>>>

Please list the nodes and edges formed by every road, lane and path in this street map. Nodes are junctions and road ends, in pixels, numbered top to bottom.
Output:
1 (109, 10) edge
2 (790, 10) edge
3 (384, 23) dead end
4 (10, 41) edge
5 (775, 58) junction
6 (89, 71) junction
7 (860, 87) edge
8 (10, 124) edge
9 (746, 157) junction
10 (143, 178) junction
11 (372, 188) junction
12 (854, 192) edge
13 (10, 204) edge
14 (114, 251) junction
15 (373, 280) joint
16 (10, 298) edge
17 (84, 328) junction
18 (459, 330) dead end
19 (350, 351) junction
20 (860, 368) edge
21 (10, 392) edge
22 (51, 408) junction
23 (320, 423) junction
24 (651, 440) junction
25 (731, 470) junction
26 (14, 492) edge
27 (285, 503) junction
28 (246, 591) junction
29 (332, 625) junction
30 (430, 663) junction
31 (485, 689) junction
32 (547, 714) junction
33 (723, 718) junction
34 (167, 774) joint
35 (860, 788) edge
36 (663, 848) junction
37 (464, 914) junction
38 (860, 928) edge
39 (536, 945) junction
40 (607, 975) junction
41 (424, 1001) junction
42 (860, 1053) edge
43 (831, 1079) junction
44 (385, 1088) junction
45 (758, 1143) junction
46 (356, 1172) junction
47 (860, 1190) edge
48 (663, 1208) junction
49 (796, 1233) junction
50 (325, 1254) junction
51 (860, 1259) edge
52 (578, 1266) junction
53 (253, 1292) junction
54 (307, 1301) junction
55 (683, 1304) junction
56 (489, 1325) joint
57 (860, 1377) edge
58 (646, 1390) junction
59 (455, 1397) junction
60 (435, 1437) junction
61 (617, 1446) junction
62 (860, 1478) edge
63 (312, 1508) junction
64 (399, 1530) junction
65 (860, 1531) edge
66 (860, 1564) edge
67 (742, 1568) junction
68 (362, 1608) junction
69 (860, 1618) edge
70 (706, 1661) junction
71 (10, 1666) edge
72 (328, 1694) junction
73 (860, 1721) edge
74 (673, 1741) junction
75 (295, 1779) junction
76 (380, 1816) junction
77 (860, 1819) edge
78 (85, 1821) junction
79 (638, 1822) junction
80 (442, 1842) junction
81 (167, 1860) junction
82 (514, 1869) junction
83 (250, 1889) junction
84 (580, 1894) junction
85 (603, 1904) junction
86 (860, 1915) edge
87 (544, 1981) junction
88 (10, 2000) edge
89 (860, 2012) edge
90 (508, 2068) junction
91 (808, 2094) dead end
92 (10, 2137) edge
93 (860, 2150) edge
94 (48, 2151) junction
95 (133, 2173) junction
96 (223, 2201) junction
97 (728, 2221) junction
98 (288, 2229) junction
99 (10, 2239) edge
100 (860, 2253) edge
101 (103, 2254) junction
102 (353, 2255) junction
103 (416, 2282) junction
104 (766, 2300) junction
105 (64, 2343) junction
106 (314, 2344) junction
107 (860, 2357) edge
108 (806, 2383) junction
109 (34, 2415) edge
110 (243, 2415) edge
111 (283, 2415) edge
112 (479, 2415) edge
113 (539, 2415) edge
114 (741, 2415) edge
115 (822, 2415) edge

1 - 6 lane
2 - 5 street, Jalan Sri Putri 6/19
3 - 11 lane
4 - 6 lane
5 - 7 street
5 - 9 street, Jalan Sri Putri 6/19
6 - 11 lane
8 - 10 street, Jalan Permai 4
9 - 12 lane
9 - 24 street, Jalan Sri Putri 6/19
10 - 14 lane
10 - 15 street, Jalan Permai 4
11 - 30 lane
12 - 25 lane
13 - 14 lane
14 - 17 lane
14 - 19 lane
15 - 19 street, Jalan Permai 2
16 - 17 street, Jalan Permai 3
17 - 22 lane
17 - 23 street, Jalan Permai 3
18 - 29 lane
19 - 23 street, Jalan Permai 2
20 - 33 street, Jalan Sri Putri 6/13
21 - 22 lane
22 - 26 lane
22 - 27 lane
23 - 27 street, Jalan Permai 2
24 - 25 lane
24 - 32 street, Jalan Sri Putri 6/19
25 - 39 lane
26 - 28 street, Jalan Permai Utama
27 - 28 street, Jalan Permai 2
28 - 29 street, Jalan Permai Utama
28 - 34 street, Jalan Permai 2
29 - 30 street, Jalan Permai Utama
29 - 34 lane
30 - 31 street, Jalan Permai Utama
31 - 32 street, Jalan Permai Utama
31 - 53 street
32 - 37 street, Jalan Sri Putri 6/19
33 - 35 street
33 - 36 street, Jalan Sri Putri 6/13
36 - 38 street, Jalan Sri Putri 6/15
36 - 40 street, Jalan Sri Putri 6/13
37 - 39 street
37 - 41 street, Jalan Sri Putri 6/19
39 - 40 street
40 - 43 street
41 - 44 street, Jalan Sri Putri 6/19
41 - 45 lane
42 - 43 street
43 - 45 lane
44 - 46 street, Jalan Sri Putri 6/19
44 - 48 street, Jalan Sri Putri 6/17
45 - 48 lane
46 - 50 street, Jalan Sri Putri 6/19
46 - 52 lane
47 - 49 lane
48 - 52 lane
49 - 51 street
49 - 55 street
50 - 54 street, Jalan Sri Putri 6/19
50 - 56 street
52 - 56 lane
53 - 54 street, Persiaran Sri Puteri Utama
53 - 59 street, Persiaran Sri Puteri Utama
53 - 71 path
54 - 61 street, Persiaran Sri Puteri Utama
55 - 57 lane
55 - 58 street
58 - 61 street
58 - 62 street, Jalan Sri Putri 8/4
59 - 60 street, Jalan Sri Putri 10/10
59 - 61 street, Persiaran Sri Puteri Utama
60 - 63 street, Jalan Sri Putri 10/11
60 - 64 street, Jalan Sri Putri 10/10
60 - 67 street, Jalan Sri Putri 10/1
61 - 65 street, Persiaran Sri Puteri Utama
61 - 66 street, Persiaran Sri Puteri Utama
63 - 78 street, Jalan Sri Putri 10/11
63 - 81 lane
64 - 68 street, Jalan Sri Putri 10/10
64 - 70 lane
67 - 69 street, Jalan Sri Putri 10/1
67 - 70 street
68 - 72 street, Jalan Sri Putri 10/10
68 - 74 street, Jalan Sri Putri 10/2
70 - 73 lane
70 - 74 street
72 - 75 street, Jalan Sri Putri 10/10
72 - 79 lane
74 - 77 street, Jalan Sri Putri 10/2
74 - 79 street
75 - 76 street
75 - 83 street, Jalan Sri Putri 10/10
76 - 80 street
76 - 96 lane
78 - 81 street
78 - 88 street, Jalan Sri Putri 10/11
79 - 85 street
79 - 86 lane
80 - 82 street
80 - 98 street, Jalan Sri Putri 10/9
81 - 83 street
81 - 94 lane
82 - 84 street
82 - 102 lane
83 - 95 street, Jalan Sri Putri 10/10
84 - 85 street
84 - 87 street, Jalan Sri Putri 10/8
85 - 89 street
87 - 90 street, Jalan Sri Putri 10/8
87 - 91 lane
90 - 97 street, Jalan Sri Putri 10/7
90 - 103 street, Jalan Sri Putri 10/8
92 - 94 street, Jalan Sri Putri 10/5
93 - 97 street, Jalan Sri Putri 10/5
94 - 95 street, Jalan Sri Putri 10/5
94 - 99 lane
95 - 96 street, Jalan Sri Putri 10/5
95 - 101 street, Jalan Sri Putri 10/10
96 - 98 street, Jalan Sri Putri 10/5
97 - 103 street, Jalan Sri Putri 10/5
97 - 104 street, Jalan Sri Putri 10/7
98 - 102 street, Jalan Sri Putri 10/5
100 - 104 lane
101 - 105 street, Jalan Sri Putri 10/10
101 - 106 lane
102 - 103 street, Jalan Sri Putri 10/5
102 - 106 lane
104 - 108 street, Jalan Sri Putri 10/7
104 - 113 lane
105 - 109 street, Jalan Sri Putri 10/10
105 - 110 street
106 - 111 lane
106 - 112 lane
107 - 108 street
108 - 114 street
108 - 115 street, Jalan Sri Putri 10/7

<<<

**EXERCISE PROMPT**
Lines of the listing above that contain the word "dead" should all be returned.

**ANSWER BELOW**
3 (384, 23) dead end
18 (459, 330) dead end
91 (808, 2094) dead end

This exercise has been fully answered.